#### Task details:
Write the data below out in full, exactly as it stands.

----

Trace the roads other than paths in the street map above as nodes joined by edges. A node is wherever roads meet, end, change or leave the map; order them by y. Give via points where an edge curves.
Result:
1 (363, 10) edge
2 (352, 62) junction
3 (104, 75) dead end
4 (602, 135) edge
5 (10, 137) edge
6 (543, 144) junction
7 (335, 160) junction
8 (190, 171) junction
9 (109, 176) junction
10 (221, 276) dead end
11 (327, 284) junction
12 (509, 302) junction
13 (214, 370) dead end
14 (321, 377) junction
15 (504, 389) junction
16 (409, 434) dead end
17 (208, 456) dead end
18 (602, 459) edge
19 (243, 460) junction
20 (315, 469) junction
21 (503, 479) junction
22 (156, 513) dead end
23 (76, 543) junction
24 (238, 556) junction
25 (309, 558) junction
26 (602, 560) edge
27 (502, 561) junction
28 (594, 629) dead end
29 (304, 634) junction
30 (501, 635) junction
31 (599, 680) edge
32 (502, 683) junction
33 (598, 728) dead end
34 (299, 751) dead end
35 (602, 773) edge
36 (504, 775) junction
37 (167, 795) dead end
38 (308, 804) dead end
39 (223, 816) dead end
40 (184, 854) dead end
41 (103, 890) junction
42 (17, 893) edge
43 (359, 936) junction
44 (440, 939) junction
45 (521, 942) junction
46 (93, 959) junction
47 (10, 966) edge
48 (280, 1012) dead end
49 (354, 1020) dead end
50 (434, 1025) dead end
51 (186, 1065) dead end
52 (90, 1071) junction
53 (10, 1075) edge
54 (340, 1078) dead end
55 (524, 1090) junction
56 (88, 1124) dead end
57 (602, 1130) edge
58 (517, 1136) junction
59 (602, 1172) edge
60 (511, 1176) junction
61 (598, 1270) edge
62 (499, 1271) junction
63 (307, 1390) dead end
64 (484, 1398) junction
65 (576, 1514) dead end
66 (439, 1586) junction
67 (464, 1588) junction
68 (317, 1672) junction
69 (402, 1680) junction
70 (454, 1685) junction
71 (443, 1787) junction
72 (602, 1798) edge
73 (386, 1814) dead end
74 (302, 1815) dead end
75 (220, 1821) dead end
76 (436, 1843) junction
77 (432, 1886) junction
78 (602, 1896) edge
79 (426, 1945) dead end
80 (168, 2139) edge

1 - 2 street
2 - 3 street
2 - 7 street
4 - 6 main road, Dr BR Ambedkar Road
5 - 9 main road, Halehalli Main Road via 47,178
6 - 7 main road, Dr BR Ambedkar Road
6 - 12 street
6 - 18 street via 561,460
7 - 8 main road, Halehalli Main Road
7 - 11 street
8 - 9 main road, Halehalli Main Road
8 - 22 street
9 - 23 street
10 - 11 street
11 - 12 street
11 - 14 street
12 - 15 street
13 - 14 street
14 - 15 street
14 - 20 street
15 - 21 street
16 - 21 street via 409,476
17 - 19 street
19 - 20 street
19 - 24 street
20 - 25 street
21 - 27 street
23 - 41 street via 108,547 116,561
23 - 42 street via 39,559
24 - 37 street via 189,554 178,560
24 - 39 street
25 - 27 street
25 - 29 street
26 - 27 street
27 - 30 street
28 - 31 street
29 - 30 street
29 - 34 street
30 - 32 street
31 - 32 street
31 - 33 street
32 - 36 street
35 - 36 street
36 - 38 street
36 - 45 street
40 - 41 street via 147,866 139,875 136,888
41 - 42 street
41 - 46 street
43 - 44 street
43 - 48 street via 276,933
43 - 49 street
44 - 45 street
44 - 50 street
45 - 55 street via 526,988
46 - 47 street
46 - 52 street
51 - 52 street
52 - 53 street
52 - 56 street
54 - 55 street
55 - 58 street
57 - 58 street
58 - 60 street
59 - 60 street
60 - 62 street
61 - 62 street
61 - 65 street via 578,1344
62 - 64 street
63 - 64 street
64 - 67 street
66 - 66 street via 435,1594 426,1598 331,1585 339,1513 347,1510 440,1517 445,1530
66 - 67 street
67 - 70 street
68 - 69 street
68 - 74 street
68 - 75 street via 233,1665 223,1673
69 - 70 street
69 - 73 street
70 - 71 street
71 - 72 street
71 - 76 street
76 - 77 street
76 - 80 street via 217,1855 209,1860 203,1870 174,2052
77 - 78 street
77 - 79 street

----

#### Answer section:
Trace the roads other than paths in the street map above as nodes joined by edges. A node is wherever roads meet, end, change or leave the map; order them by y. Give via points where an edge curves.
Result:
1 (363, 10) edge
2 (352, 62) junction
3 (104, 75) dead end
4 (602, 135) edge
5 (10, 137) edge
6 (543, 144) junction
7 (335, 160) junction
8 (190, 171) junction
9 (109, 176) junction
10 (221, 276) dead end
11 (327, 284) junction
12 (509, 302) junction
13 (214, 370) dead end
14 (321, 377) junction
15 (504, 389) junction
16 (409, 434) dead end
17 (208, 456) dead end
18 (602, 459) edge
19 (243, 460) junction
20 (315, 469) junction
21 (503, 479) junction
22 (156, 513) dead end
23 (76, 543) junction
24 (238, 556) junction
25 (309, 558) junction
26 (602, 560) edge
27 (502, 561) junction
28 (594, 629) dead end
29 (304, 634) junction
30 (501, 635) junction
31 (599, 680) edge
32 (502, 683) junction
33 (598, 728) dead end
34 (299, 751) dead end
35 (602, 773) edge
36 (504, 775) junction
37 (167, 795) dead end
38 (308, 804) dead end
39 (223, 816) dead end
40 (184, 854) dead end
41 (103, 890) junction
42 (17, 893) edge
43 (359, 936) junction
44 (440, 939) junction
45 (521, 942) junction
46 (93, 959) junction
47 (10, 966) edge
48 (280, 1012) dead end
49 (354, 1020) dead end
50 (434, 1025) dead end
51 (186, 1065) dead end
52 (90, 1071) junction
53 (10, 1075) edge
54 (340, 1078) dead end
55 (524, 1090) junction
56 (88, 1124) dead end
57 (602, 1130) edge
58 (517, 1136) junction
59 (602, 1172) edge
60 (511, 1176) junction
61 (598, 1270) edge
62 (499, 1271) junction
63 (307, 1390) dead end
64 (484, 1398) junction
65 (576, 1514) dead end
66 (439, 1586) junction
67 (464, 1588) junction
68 (317, 1672) junction
69 (402, 1680) junction
70 (454, 1685) junction
71 (443, 1787) junction
72 (602, 1798) edge
73 (386, 1814) dead end
74 (302, 1815) dead end
75 (220, 1821) dead end
76 (436, 1843) junction
77 (432, 1886) junction
78 (602, 1896) edge
79 (426, 1945) dead end
80 (168, 2139) edge

1 - 2 street
2 - 3 street
2 - 7 street
4 - 6 main road, Dr BR Ambedkar Road
5 - 9 main road, Halehalli Main Road via 47,178
6 - 7 main road, Dr BR Ambedkar Road
6 - 12 street
6 - 18 street via 561,460
7 - 8 main road, Halehalli Main Road
7 - 11 street
8 - 9 main road, Halehalli Main Road
8 - 22 street
9 - 23 street
10 - 11 street
11 - 12 street
11 - 14 street
12 - 15 street
13 - 14 street
14 - 15 street
14 - 20 street
15 - 21 street
16 - 21 street via 409,476
17 - 19 street
19 - 20 street
19 - 24 street
20 - 25 street
21 - 27 street
23 - 41 street via 108,547 116,561
23 - 42 street via 39,559
24 - 37 street via 189,554 178,560
24 - 39 street
25 - 27 street
25 - 29 street
26 - 27 street
27 - 30 street
28 - 31 street
29 - 30 street
29 - 34 street
30 - 32 street
31 - 32 street
31 - 33 street
32 - 36 street
35 - 36 street
36 - 38 street
36 - 45 street
40 - 41 street via 147,866 139,875 136,888
41 - 42 street
41 - 46 street
43 - 44 street
43 - 48 street via 276,933
43 - 49 street
44 - 45 street
44 - 50 street
45 - 55 street via 526,988
46 - 47 street
46 - 52 street
51 - 52 street
52 - 53 street
52 - 56 street
54 - 55 street
55 - 58 street
57 - 58 street
58 - 60 street
59 - 60 street
60 - 62 street
61 - 62 street
61 - 65 street via 578,1344
62 - 64 street
63 - 64 street
64 - 67 street
66 - 66 street via 435,1594 426,1598 331,1585 339,1513 347,1510 440,1517 445,1530
66 - 67 street
67 - 70 street
68 - 69 street
68 - 74 street
68 - 75 street via 233,1665 223,1673
69 - 70 street
69 - 73 street
70 - 71 street
71 - 72 street
71 - 76 street
76 - 77 street
76 - 80 street via 217,1855 209,1860 203,1870 174,2052
77 - 78 street
77 - 79 street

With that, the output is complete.